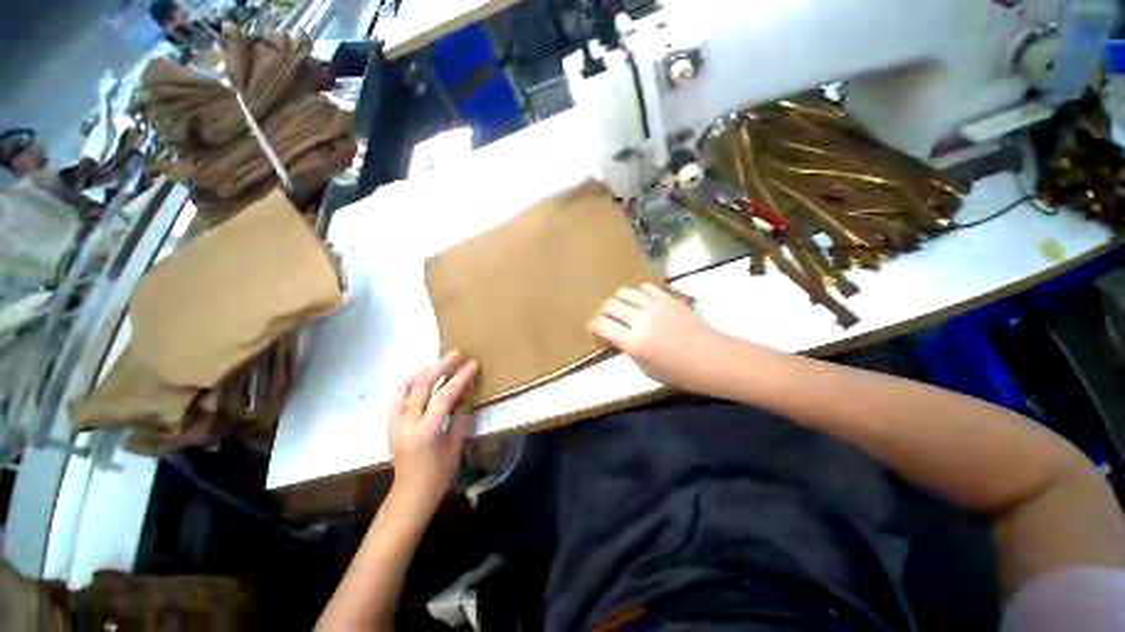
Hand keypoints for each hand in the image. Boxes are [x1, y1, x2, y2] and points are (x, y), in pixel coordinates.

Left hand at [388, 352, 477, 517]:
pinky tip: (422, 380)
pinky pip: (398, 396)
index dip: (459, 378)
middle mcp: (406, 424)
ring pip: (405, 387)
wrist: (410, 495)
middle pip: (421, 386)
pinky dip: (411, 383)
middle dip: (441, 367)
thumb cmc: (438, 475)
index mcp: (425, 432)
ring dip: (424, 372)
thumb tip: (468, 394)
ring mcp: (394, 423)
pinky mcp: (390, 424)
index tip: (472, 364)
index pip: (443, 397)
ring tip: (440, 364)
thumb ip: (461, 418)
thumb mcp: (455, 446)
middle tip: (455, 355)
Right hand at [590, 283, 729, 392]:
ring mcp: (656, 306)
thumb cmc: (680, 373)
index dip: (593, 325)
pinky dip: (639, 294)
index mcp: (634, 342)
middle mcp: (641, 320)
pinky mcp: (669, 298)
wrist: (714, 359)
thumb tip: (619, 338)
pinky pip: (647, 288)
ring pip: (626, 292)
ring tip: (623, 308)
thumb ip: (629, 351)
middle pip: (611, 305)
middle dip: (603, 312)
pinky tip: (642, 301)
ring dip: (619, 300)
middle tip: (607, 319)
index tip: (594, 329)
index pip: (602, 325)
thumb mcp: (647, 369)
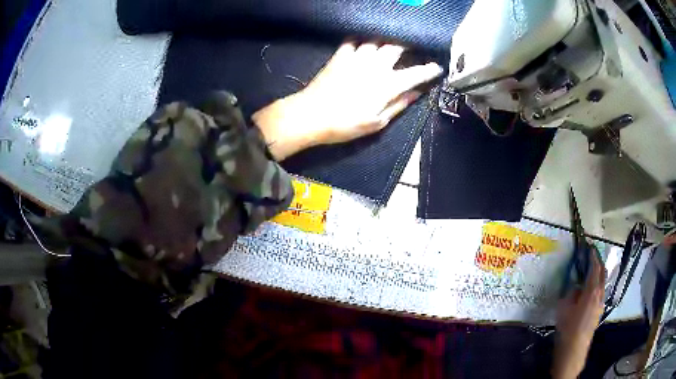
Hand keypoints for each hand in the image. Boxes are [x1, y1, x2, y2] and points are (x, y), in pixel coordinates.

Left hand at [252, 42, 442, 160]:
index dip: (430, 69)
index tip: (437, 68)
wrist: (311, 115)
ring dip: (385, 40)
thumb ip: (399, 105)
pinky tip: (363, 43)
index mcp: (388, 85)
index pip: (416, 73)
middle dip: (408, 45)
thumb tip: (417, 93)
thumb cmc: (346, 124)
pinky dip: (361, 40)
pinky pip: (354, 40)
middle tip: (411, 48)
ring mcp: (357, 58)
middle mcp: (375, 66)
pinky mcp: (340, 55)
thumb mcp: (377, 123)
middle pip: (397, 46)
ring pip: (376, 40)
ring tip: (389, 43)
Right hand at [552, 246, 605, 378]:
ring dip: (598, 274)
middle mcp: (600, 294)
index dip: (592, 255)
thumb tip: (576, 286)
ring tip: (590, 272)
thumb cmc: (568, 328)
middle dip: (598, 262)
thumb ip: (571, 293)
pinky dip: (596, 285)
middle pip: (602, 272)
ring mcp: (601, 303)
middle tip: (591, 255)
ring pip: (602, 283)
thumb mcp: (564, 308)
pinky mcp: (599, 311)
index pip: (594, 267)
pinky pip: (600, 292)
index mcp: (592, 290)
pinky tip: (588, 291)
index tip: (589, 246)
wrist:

******

Pictures aside, reproduce all of the data exactly.

Hand keypoints for each hand in the image. Boxes are [x1, y1, x2, y2] and points are (x, y), in pixel coordinates.

Left hand at [388, 352, 477, 517]:
pinky tip: (422, 380)
pinky pip: (398, 396)
index dip: (459, 378)
middle mcp: (406, 424)
ring pip: (405, 387)
wrist: (410, 495)
middle pip: (421, 386)
pinky dip: (411, 383)
middle dip: (441, 367)
thumb cmc: (438, 475)
index mcp: (425, 432)
ring dip: (424, 372)
thumb tip: (468, 394)
ring mcp: (394, 423)
pinky mcp: (390, 424)
index tip: (472, 364)
index pip: (443, 397)
ring tip: (440, 364)
thumb ip: (461, 418)
thumb mcp: (455, 446)
middle tip: (455, 355)
Right hand at [590, 283, 729, 392]:
ring mcp: (656, 306)
thumb cmc: (680, 373)
index dip: (593, 325)
pinky dip: (639, 294)
index mcp: (634, 342)
middle mcp: (641, 320)
pinky mcp: (669, 298)
wrist: (714, 359)
thumb tip: (619, 338)
pinky pip: (647, 288)
ring pip: (626, 292)
ring tip: (623, 308)
thumb ip: (629, 351)
middle pip: (611, 305)
middle dip: (603, 312)
pinky tip: (642, 301)
ring dip: (619, 300)
middle tip: (607, 319)
index tip: (594, 329)
index pip: (602, 325)
thumb mcp: (647, 369)
Hand keypoints for each hand in the image. Boxes are [x1, y1, x2, y2] and points are (x, y), in pixel coordinates.

Left hand at [252, 42, 442, 160]:
index dip: (430, 69)
index tip: (437, 68)
wrist: (311, 115)
ring dip: (385, 40)
thumb ip: (399, 105)
pinky tip: (363, 43)
index mcp: (388, 85)
index pip: (416, 73)
middle dip: (408, 45)
thumb tip: (417, 93)
thumb cmc: (346, 124)
pinky dip: (361, 40)
pinky pip: (354, 40)
middle tip: (411, 48)
ring mcp: (357, 58)
middle mcp: (375, 66)
pinky mcp: (340, 55)
thumb mcp: (377, 123)
middle pip: (397, 46)
ring pip: (376, 40)
ring tip: (389, 43)
Right hand at [552, 246, 605, 378]:
ring dip: (598, 274)
middle mcp: (600, 294)
index dip: (592, 255)
thumb tip: (576, 286)
ring tip: (590, 272)
thumb cmc: (568, 328)
middle dip: (598, 262)
thumb ip: (571, 293)
pinky dip: (596, 285)
middle pip: (602, 272)
ring mcp: (601, 303)
middle tip: (591, 255)
ring pip: (602, 283)
thumb mcp: (564, 308)
pinky mcp: (599, 311)
index pip: (594, 267)
pinky pip: (600, 292)
index mcp: (592, 290)
pinky tip: (588, 291)
index tip: (589, 246)
wrist:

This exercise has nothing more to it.